Au revoir, Royaume-Uni, au revoir

Un scrutin froid au cours duquel le oui a gagné par 621 voix contre 41 voix du non a contribué à jeter les bases de près d’un demi-siècle de relations entre le Royaume-Uni et l’Union Européenne. A minuit vendredi soir, ces liens seront rompus pour toujours, pour l’instant. Après le vote, c’est venu l’instant chaud, celui qui émeut, celui qui démontre que le populisme est un cancer de la société contemporaine et le relativisme un poison pour l’Occident. ‘Auld Lang Syne’, une chanson d’adieu écossaise qui fait la promotion du toast « en souvenir du bon vieux temps ». Nous l’avons beaucoup chantée aussi en Espagne, avec d’autres paroles et sûrement un autre esprit aussi, mais comme la musique est une langue universelle, elle a toujours servi pour des moments très semblables en émotions:
On a tous les deux fait des vagues,
de midi au dîner,
mais de larges mers ont rugi parmi nous,
depuis le bon vieux temps.
Les larges mers qui nous ont séparés ont beaucoup d’artisans, depuis ce David Cameron désormais lointain qui doit se cacher ces jours-ci sous le lit pour que même ses proches ne puissent pas le regarder dans les yeux, parce qu’ils ne supporteraient pas le regard. Il sera difficile de trouver dans l’histoire contemporaine un dirigeant politique qui a tant nui à son propre pays, excluant son compatriote Neville Chamberlain. De lui, disions-nous, jusqu’aux eurosceptiques britanniques qui ont fait leur malheur en sollicitant leur peuple avec leurs propres obsessions personnelles. Mais en fin de compte, c’est le peuple qui prend les décisions, et c’est lui qui les a prises en juin 2016, car aucun responsable politique, tous irresponsables, ils ont réalisé qu’une décision d’une telle importance ne peut pas être prise par 52 pour cent des voix favorables contre 48 pour cent contraires.
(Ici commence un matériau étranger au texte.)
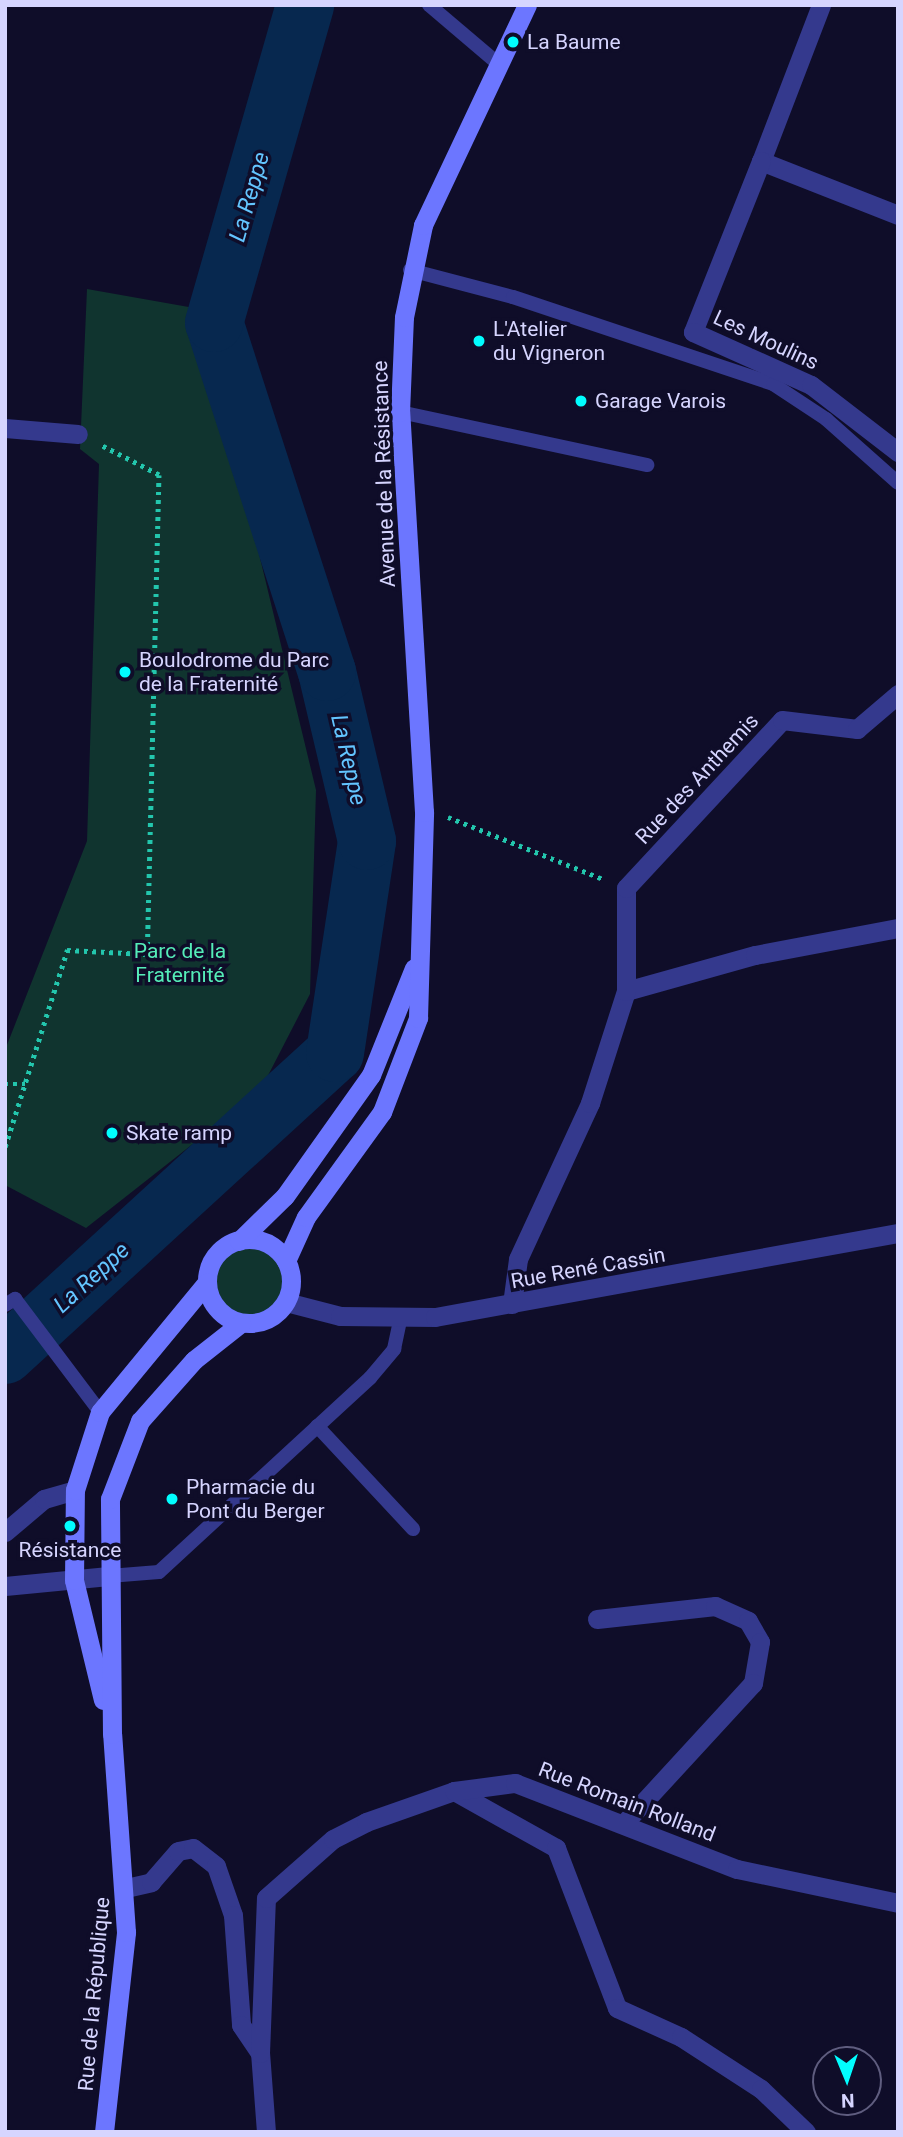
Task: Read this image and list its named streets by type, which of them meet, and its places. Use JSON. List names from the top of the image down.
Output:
{
  "streets": {
    "main road": ["Avenue de la Résistance", "Rue de la République"],
    "street": [
      "Les Moulins",
      "Rue des Anthemis",
      "Rue René Cassin",
      "Rue Romain Rolland"
    ]
  },
  "crossings": [
    ["Avenue de la Résistance", "Rue René Cassin"],
    ["Avenue de la Résistance", "Rue de la République"],
    ["Rue René Cassin", "Rue de la République"]
  ],
  "water": ["La Reppe"],
  "parks": ["Parc de la Fraternité"],
  "places": [
    "La Baume",
    "L'Atelier du Vigneron",
    "Garage Varois",
    "Boulodrome du Parc de la Fraternité",
    "Skate ramp",
    "Pharmacie du Pont du Berger",
    "Résistance"
  ],
  "north": "bottom"
}
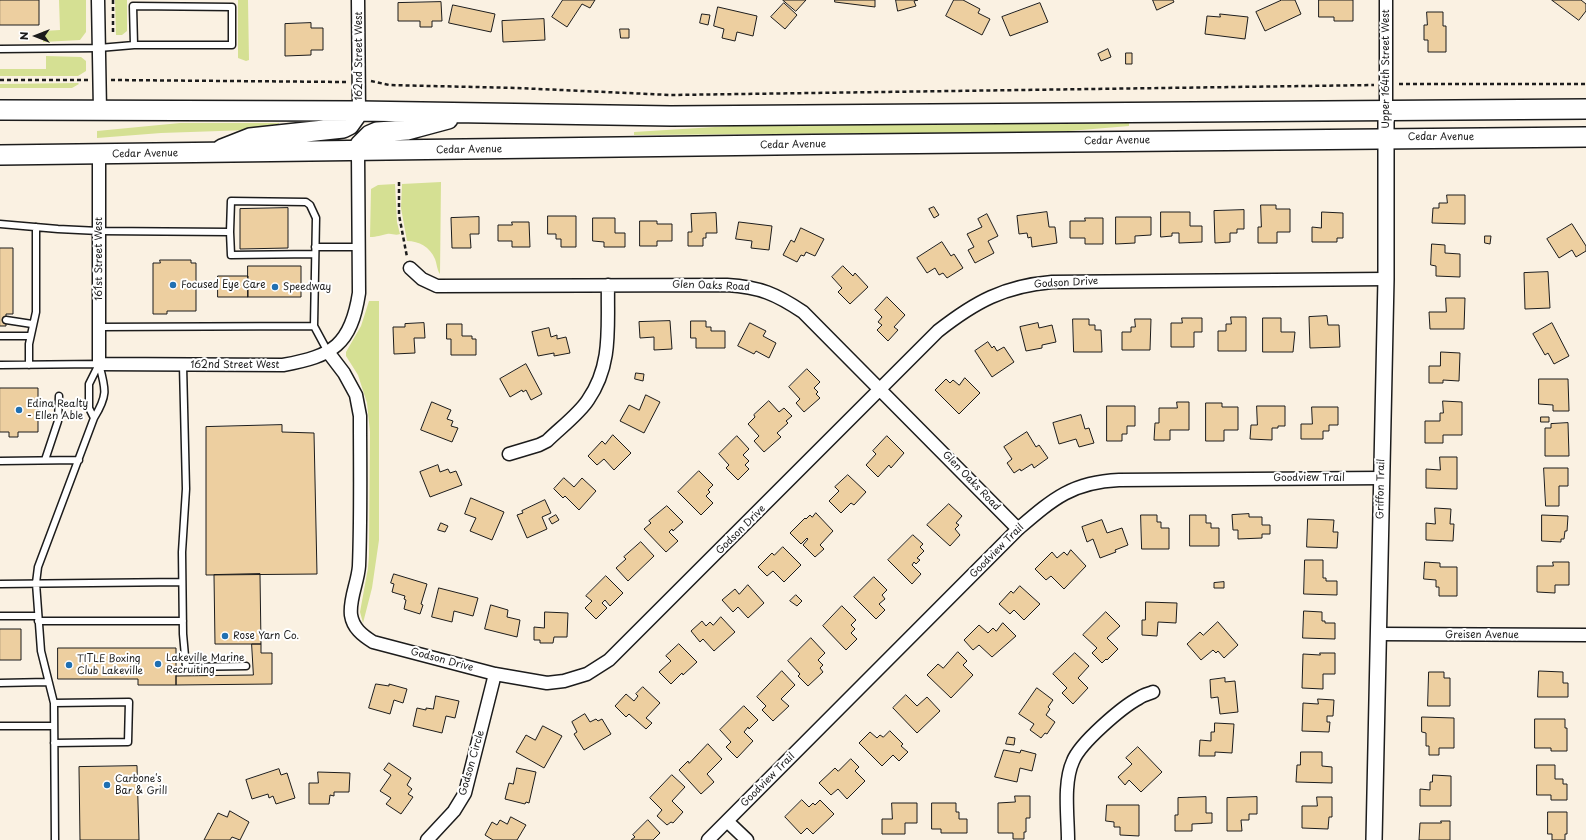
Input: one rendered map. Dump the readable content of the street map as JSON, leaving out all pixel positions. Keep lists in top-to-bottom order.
{
  "streets": {
    "main road": ["Cedar Avenue"],
    "street": [
      "162nd Street West",
      "Upper 164th Street West",
      "161st Street West",
      "Godson Drive",
      "Glen Oaks Road",
      "Goodview Trail",
      "Griffon Trail",
      "Greisen Avenue",
      "Godson Circle"
    ]
  },
  "crossings": [
    ["162nd Street West", "Cedar Avenue"],
    ["162nd Street West", "161st Street West"],
    ["162nd Street West", "Godson Drive"],
    ["Upper 164th Street West", "Cedar Avenue"],
    ["Upper 164th Street West", "Griffon Trail"],
    ["Cedar Avenue", "161st Street West"],
    ["Cedar Avenue", "Griffon Trail"],
    ["Godson Drive", "Glen Oaks Road"],
    ["Godson Drive", "Griffon Trail"],
    ["Godson Drive", "Godson Circle"],
    ["Glen Oaks Road", "Goodview Trail"],
    ["Goodview Trail", "Griffon Trail"],
    ["Griffon Trail", "Greisen Avenue"]
  ],
  "places": [
    "Focused Eye Care",
    "Speedway",
    "Edina Realty - Ellen Able",
    "Rose Yarn Co.",
    "Lakeville Marine Recruiting",
    "TITLE Boxing Club Lakeville",
    "Carbone's Bar & Grill"
  ],
  "north": "left"
}
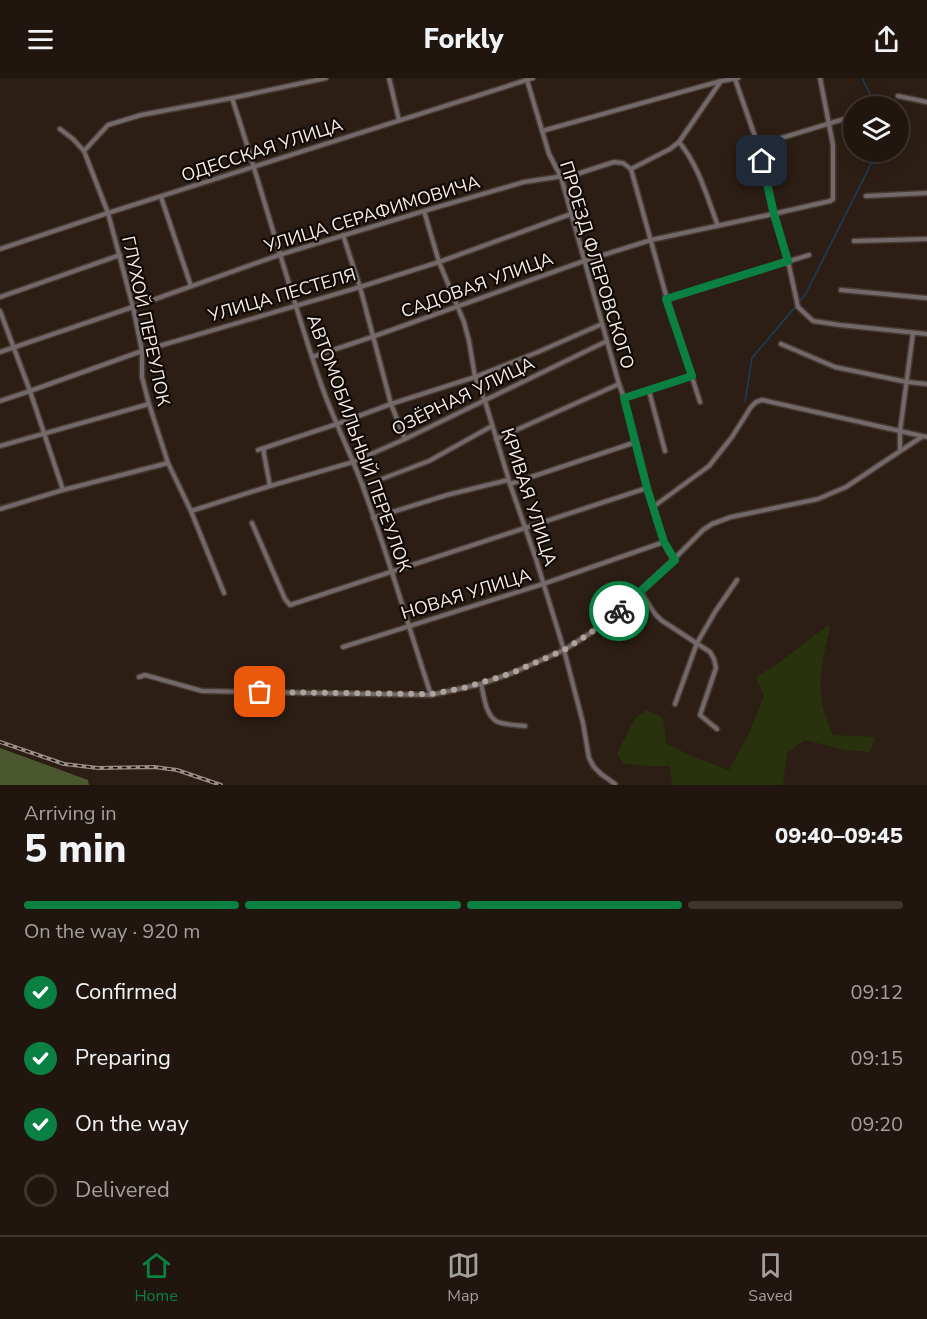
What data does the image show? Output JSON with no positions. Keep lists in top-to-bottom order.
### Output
{
  "streets": {
    "street": [
      "ОДЕССКАЯ УЛИЦА",
      "УЛИЦА СЕРАФИМОВИЧА",
      "ПРОЕЗД ФЛЕРОВСКОГО",
      "САДОВАЯ УЛИЦА",
      "УЛИЦА ПЕСТЕЛЯ",
      "ГЛУХОЙ ПЕРЕУЛОК",
      "ОЗЁРНАЯ УЛИЦА",
      "АВТОМОБИЛЬНЫЙ ПЕРЕУЛОК",
      "КРИВАЯ УЛИЦА",
      "НОВАЯ УЛИЦА"
    ]
  },
  "crossings": [
    ["ОДЕССКАЯ УЛИЦА", "ПРОЕЗД ФЛЕРОВСКОГО"],
    ["ОДЕССКАЯ УЛИЦА", "ГЛУХОЙ ПЕРЕУЛОК"],
    ["ОДЕССКАЯ УЛИЦА", "АВТОМОБИЛЬНЫЙ ПЕРЕУЛОК"],
    ["УЛИЦА СЕРАФИМОВИЧА", "ПРОЕЗД ФЛЕРОВСКОГО"],
    ["УЛИЦА СЕРАФИМОВИЧА", "ГЛУХОЙ ПЕРЕУЛОК"],
    ["УЛИЦА СЕРАФИМОВИЧА", "АВТОМОБИЛЬНЫЙ ПЕРЕУЛОК"],
    ["УЛИЦА СЕРАФИМОВИЧА", "КРИВАЯ УЛИЦА"],
    ["ПРОЕЗД ФЛЕРОВСКОГО", "САДОВАЯ УЛИЦА"],
    ["ПРОЕЗД ФЛЕРОВСКОГО", "УЛИЦА ПЕСТЕЛЯ"],
    ["ПРОЕЗД ФЛЕРОВСКОГО", "ОЗЁРНАЯ УЛИЦА"],
    ["ПРОЕЗД ФЛЕРОВСКОГО", "НОВАЯ УЛИЦА"],
    ["САДОВАЯ УЛИЦА", "АВТОМОБИЛЬНЫЙ ПЕРЕУЛОК"],
    ["САДОВАЯ УЛИЦА", "КРИВАЯ УЛИЦА"],
    ["УЛИЦА ПЕСТЕЛЯ", "ГЛУХОЙ ПЕРЕУЛОК"],
    ["УЛИЦА ПЕСТЕЛЯ", "АВТОМОБИЛЬНЫЙ ПЕРЕУЛОК"],
    ["УЛИЦА ПЕСТЕЛЯ", "КРИВАЯ УЛИЦА"],
    ["ГЛУХОЙ ПЕРЕУЛОК", "ОЗЁРНАЯ УЛИЦА"],
    ["ОЗЁРНАЯ УЛИЦА", "АВТОМОБИЛЬНЫЙ ПЕРЕУЛОК"],
    ["ОЗЁРНАЯ УЛИЦА", "КРИВАЯ УЛИЦА"],
    ["АВТОМОБИЛЬНЫЙ ПЕРЕУЛОК", "НОВАЯ УЛИЦА"],
    ["КРИВАЯ УЛИЦА", "НОВАЯ УЛИЦА"]
  ],
  "page": {
    "header": "Forkly",
    "heading": ["5 min", "Arriving in", "09:40–09:45"],
    "bar": "On the way · 920 m",
    "list": [
      ["Confirmed", "09:12"],
      ["Preparing", "09:15"],
      ["On the way", "09:20"],
      "Delivered"
    ],
    "tabs": ["Home", "Map", "Saved"]
  }
}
C’est le premier week-end depuis le 1er janvier 1973 que les Britanniques n’appartiennent plus à l’UE. Depuis près de cinq décennies, ils se méfient de la perte de leur fière souveraineté à bien des égards, ce qui a conduit à la décision de ne pas partager la monnaie unique et de continuer à utiliser la livre comme monnaie légale. La question européenne a toujours figuré dans le contexte des mandats de Heath, Wilson, Callaghan, Thatcher, Major, Blair, Brown et Cameron lui-même (les autres, May et Johnson, n’ont fait qu’exécuter l’étroite volonté populaire). Ainsi, la vague d’anti-européens se développait jusqu’à ce qu’elle soit canalisée par un mouvement radical, transversal aux idéologies travailliste ou conservatrice, qui saisissait le sentiment de nombreux citoyens, en particulier des zones éloignées des grands centres urbains.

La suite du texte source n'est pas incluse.